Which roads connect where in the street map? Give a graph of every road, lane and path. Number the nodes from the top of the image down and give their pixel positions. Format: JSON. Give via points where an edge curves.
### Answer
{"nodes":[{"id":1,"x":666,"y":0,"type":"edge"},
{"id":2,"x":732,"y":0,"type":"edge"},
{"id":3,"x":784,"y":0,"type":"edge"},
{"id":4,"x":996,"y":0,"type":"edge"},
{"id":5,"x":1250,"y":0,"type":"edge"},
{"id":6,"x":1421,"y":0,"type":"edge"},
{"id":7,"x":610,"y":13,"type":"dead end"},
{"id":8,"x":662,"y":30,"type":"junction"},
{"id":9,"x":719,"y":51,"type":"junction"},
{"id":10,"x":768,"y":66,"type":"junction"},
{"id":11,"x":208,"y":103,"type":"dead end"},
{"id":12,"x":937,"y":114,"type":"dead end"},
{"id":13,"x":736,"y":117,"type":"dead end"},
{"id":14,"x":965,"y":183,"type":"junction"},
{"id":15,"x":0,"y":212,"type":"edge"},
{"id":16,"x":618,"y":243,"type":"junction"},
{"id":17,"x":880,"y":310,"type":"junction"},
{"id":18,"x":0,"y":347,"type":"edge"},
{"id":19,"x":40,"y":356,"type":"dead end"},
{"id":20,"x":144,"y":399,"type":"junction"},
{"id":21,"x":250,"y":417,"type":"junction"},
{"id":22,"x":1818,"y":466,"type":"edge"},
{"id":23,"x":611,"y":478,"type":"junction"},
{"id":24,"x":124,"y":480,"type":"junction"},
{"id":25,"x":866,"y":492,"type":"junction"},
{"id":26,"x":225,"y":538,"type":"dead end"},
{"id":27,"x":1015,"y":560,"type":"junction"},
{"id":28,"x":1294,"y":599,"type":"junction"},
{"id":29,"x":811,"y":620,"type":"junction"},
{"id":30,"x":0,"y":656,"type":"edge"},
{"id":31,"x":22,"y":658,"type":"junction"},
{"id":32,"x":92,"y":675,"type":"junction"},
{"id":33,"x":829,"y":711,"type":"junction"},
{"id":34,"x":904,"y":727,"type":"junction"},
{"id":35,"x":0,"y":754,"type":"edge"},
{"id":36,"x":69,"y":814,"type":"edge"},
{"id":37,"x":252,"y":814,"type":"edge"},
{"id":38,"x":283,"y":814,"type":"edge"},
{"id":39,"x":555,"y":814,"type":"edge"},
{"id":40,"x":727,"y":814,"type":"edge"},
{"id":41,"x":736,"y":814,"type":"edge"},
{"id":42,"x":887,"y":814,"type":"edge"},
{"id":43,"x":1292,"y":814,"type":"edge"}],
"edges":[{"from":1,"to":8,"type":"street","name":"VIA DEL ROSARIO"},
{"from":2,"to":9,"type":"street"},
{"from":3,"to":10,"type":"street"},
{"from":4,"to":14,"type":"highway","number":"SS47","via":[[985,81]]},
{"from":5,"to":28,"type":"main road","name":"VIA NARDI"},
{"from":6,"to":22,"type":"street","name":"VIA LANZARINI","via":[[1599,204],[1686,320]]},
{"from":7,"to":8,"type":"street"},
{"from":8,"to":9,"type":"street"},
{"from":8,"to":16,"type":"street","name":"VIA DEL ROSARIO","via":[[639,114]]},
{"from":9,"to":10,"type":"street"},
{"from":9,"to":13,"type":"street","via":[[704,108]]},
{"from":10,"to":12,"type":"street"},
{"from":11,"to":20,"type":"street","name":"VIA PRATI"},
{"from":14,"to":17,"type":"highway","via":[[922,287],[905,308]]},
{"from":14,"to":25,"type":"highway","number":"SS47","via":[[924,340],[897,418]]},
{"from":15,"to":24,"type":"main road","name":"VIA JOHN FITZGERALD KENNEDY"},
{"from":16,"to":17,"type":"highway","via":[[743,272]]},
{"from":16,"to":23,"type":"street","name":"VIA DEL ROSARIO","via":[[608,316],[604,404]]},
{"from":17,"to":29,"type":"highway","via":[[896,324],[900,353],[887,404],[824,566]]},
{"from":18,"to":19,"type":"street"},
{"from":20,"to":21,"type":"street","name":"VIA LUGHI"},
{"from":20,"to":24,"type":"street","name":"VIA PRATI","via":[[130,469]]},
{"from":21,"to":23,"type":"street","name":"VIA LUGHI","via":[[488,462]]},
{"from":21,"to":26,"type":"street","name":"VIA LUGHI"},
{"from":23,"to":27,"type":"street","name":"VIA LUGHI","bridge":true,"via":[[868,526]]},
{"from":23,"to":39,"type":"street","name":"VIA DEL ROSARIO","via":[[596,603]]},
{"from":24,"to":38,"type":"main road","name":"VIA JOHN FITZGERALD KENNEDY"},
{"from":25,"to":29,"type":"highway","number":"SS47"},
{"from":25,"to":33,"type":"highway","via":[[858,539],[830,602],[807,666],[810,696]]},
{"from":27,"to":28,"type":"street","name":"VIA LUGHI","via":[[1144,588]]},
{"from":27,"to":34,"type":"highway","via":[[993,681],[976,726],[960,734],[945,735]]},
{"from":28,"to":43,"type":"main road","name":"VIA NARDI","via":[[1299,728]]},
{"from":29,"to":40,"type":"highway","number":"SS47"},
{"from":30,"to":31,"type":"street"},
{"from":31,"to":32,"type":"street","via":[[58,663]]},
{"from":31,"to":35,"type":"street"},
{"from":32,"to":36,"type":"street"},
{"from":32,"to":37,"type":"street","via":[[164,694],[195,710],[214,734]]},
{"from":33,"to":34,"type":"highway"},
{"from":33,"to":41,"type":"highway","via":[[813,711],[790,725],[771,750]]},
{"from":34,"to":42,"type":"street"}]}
——
Exercise brief:
Every line of the material that holds "KENNEDY" should be copied out as the answer.

Answer:
{"from":15,"to":24,"type":"main road","name":"VIA JOHN FITZGERALD KENNEDY"},
{"from":24,"to":38,"type":"main road","name":"VIA JOHN FITZGERALD KENNEDY"},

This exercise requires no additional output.